In the most recent coronavirus relief bill, the government committed to sending $1,200 to each adult and $500 to each child, subject to a phase out for those with higher incomes. Yesterday we learned what this would actually look like in practice. Around 60 million Americans will receive their money fairly quickly through direct deposit. But everyone else will receive a paper check that will take anywhere from 3 to 20 weeks to arrive, depending on where your tax unit happens to be in the queue. Individuals who do not file tax returns, which tend to be poor people, will receive no payment unless they become tax filers by submitting a 1040 form to the IRS.

This process is a mess, but there was a glimmer of hope contained in the recent information releases: Social Security recipients who do not file taxes will have their $1,200 automatically tacked on to their usual Social Security check with no additional administrative burden required. This development provides a useful insight into the question of how we can make emergency economic responses better in the future. Specifically, it suggests that we should be ensuring that the government is already making payments to people in normal times so that those payments can be easily scaled up or replaced in bad times.

Below are three specific ideas for implementing this general insight.

1. Universal Child Benefit

In our current welfare state, among other things, we make general payments to three categories of people: elderly people, disabled people, and the unemployed. These systems could be improved (for ideas, see my Cleaning Up the Welfare State paper), but they are all getting at the right idea, which is that nonworking individuals should receive a monthly check from the government.

But there is one large nonworking group that is conspicuously absent from all of this: children. In other countries, every child receives a monthly check from the government. I have previously proposed that our own government do the same thing here. This would be good in normal times, just as Social Security and Unemployment Insurance are. And it would have the added benefit of being easy to scale up in bad times. Rather than waiting 20 weeks to receive your $500 check for each child (if you receive one at all), the amount could instead be easily added to your monthly child benefit payment, just as we are doing for Social Security recipients.

There have been some recent pushes to eliminate the phase-in of the Child Tax Credit and to provide advanced monthly payments of the reformed tax credit for those who estimate that they will have a negative tax liability. There are things to like about this reform relative to the status quo, but because it continues to use the janky tax system to distribute the benefits, it would still have problems in an emergency setting. To make the program work ideally, in both normal and bad times, it should be implemented as a universal monthly check paid by the Social Security Administration.
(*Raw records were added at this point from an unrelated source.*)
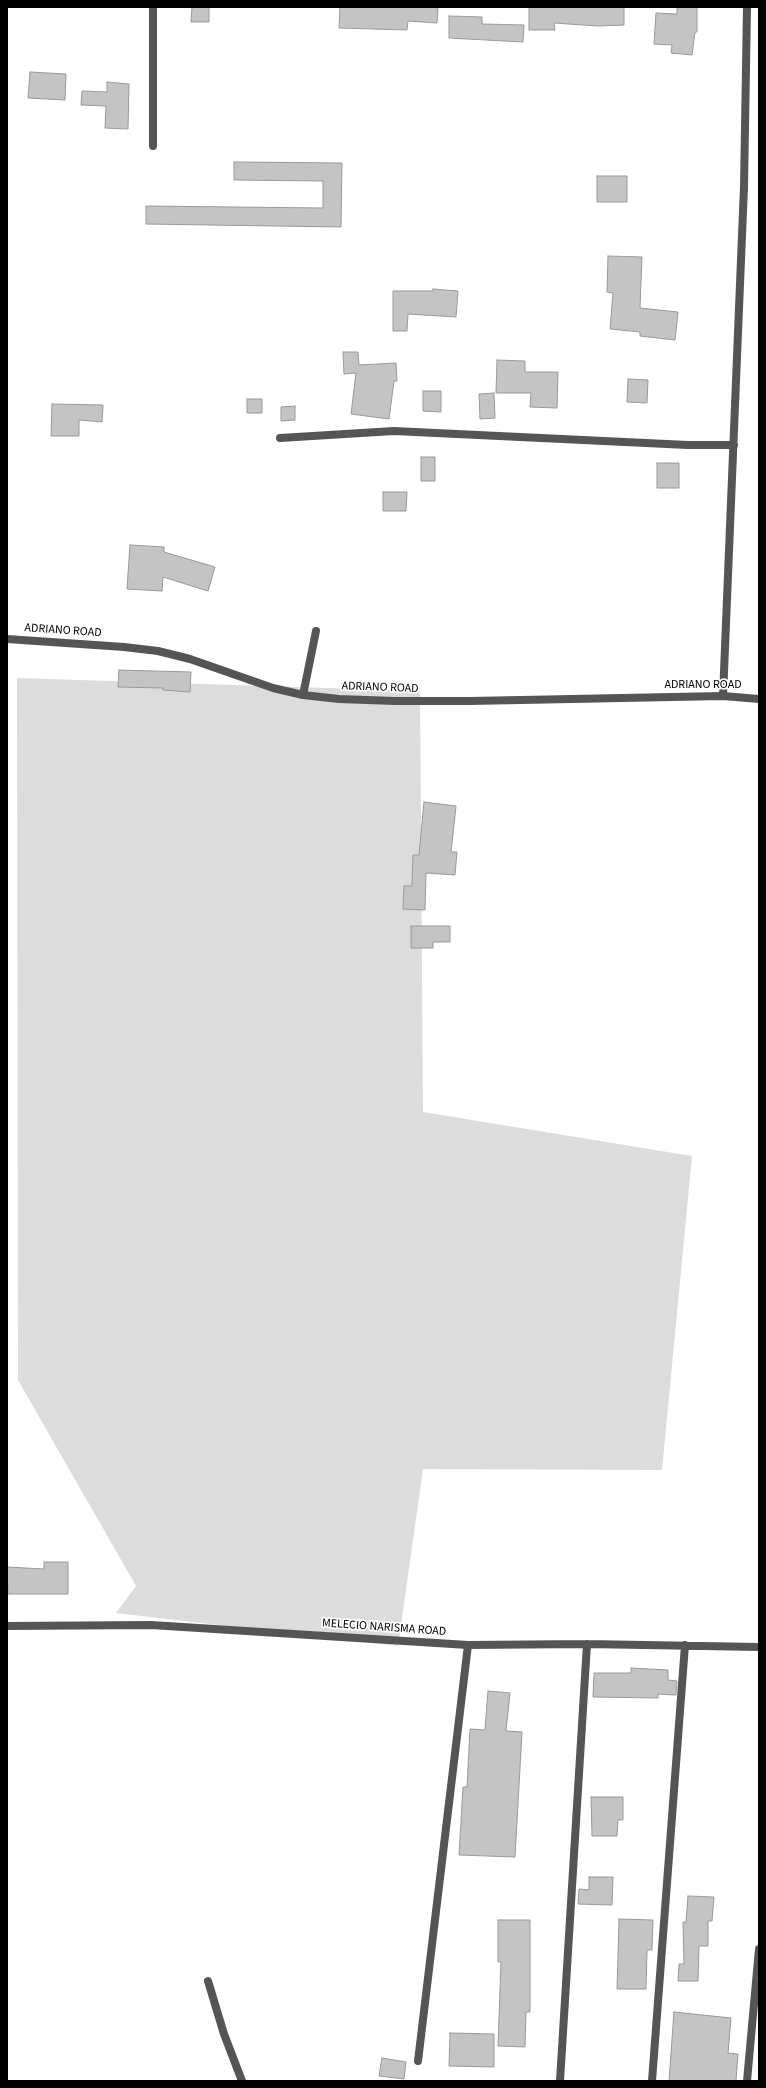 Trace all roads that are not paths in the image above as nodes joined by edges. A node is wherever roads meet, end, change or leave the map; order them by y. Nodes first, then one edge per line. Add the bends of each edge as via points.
1 (154, 7) edge
2 (746, 7) edge
3 (153, 146) dead end
4 (280, 438) dead end
5 (734, 445) junction
6 (316, 631) dead end
7 (7, 639) edge
8 (303, 695) junction
9 (723, 696) junction
10 (759, 699) edge
11 (7, 1626) edge
12 (587, 1644) junction
13 (468, 1645) junction
14 (685, 1645) junction
15 (759, 1647) edge
16 (759, 1948) edge
17 (208, 1981) dead end
18 (418, 2061) dead end
19 (242, 2081) edge
20 (560, 2081) edge
21 (652, 2081) edge
22 (747, 2081) edge

1 - 3 street
2 - 5 street via 744,187
4 - 5 street via 394,431
5 - 9 street
6 - 8 street
7 - 8 street, ADRIANO ROAD via 158,651 190,659 273,688
8 - 9 street, ADRIANO ROAD via 395,702
9 - 10 street, ADRIANO ROAD
11 - 13 street, MELECIO NARISMA ROAD via 151,1625
12 - 13 street, MELECIO NARISMA ROAD
12 - 14 street, MELECIO NARISMA ROAD
12 - 20 street
13 - 18 street
14 - 15 street, MELECIO NARISMA ROAD
14 - 21 street
16 - 22 street
17 - 19 street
2. Government Administration of Payroll

In our current system, employers pay their workers by establishing a certain gross payment amount, withholding various taxes from that amount, and then paying the remainder to their workers, generally via a bank deposit. At the end of each quarter, the taxes they withheld are then paid to the government. This process is a bit complicated and so many employers pay third-party payroll services firms to manage it on their behalf.

Recently, some reformers have begun arguing that the American system of tax preparation is unnecessary and wasteful. Rather than having every household pay a third-party tax preparer, these reformers say the government itself should prepare people’s taxes, which will save Americans a lot of time and money.

These reformers are right but they also do not go far enough. Just as third-party tax preparers are unnecessary, so too are third-party payroll services firms. Indeed, insofar as payroll services firms primarily exist to apply tax rules, they are really no different than tax preparers. Along with tax preparation, the government should also take over payroll administration.

The way this would work is that the government would set up a clearinghouse and require employers to pay their employees through that clearinghouse. Employers would no longer have to handle complicated tax-withholding rules or hire an outside firm to do so for them. Instead, they would pay each worker’s entire paycheck to the government clearinghouse. The government would then take out the taxes and pay the remainder to the worker’s linked bank account.

This would be helpful in normal times because it removes a significant burden off of employers and makes it much easier for (especially unsophisticated) proprietors to hire employees. In emergency times, the real-time payroll information collected by the clearinghouses would make it much easier for the government to step in and cover business payrolls.

Currently, we are trying to cover small and medium sized business payrolls through forgivable loans issued by the Small Business Administration. We will see how that goes, but so far it is shaping up to be an administrative mess just like the universal cash payments being handled by the IRS.

3. Small Basic Income

Lastly, the government should consider paying a small monthly basic income with the primary purpose being to ensure that the government has an updated register of how to get money to every American. The benefit could be as modest as $50 per month per adult. In emergency periods, these small payments could be ramped up immediately just as the Social Security payments are being ramped up.